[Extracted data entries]
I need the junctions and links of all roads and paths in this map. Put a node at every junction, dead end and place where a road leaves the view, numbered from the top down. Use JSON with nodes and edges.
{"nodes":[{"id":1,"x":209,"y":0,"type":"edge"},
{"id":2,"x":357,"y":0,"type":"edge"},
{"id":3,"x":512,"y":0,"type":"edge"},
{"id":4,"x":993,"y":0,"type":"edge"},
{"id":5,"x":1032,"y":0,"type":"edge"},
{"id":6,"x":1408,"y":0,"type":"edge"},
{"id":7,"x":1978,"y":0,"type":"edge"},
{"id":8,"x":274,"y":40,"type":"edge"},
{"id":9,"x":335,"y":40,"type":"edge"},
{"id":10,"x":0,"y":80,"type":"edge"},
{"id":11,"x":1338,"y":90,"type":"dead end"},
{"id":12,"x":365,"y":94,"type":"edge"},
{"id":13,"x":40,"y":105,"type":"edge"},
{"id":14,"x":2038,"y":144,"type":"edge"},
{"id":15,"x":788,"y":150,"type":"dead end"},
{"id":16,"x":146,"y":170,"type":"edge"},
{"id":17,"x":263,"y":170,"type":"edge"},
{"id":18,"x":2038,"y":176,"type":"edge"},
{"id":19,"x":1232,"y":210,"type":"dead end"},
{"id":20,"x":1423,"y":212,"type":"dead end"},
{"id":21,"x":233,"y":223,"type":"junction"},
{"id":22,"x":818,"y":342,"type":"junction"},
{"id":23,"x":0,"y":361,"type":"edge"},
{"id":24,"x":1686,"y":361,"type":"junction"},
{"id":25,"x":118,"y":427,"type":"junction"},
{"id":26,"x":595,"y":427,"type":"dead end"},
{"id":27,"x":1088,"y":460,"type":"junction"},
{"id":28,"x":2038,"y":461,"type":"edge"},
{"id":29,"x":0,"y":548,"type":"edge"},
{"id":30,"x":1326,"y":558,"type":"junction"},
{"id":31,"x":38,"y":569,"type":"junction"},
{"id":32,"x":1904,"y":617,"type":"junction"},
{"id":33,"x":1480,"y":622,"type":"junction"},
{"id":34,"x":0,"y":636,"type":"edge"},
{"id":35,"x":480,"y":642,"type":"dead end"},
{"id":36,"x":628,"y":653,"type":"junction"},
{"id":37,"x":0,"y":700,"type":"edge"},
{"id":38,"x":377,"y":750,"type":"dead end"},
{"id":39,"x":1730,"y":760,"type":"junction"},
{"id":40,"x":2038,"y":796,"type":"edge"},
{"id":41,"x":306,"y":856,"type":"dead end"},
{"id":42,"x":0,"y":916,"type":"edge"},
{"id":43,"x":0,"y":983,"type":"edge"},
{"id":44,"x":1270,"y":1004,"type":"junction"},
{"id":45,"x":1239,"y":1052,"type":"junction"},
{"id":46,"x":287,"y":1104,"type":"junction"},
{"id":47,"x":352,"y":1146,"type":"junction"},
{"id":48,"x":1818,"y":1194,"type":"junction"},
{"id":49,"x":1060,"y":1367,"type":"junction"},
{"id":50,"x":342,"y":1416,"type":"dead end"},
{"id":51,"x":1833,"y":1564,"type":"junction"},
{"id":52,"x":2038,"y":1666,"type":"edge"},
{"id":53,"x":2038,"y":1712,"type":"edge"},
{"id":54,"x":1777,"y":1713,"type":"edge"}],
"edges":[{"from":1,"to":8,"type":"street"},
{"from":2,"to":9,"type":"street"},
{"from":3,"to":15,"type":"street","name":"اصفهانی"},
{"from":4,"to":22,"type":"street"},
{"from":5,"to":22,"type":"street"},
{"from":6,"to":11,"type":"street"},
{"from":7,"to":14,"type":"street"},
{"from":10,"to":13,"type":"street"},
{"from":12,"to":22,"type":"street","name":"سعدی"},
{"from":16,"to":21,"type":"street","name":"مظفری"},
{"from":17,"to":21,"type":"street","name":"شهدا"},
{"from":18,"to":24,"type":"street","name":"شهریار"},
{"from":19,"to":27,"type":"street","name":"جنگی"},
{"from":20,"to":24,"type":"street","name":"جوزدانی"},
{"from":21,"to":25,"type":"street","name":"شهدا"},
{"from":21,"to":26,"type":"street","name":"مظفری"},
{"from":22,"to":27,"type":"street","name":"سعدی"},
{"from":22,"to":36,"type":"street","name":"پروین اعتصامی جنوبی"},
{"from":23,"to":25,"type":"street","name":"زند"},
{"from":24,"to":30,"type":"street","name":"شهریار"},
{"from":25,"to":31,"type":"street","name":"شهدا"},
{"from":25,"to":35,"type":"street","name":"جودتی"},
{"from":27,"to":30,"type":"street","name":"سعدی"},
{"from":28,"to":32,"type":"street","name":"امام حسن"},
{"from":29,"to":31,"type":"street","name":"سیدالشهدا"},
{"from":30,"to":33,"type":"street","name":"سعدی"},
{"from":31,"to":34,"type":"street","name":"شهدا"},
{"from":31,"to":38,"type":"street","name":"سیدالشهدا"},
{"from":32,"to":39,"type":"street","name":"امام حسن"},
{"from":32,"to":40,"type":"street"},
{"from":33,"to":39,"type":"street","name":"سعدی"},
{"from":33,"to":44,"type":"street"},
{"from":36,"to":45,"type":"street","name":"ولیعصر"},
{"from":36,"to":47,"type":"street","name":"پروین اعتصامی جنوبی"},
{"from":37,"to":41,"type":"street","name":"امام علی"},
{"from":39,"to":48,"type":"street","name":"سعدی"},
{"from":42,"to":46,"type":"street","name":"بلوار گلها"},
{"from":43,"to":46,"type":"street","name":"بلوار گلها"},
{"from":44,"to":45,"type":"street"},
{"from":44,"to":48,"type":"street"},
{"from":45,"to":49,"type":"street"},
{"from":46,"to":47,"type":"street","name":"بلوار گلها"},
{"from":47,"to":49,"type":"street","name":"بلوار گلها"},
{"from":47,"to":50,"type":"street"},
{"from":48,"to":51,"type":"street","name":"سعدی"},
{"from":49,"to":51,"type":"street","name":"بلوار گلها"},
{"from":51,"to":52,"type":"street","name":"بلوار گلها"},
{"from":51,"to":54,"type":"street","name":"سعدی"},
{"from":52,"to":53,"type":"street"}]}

▶ **ACTIVITY**
Return only the number of lines above in which the string "مظفری" occurs.

▶ **SOLUTION FOR THIS EXERCISE**
2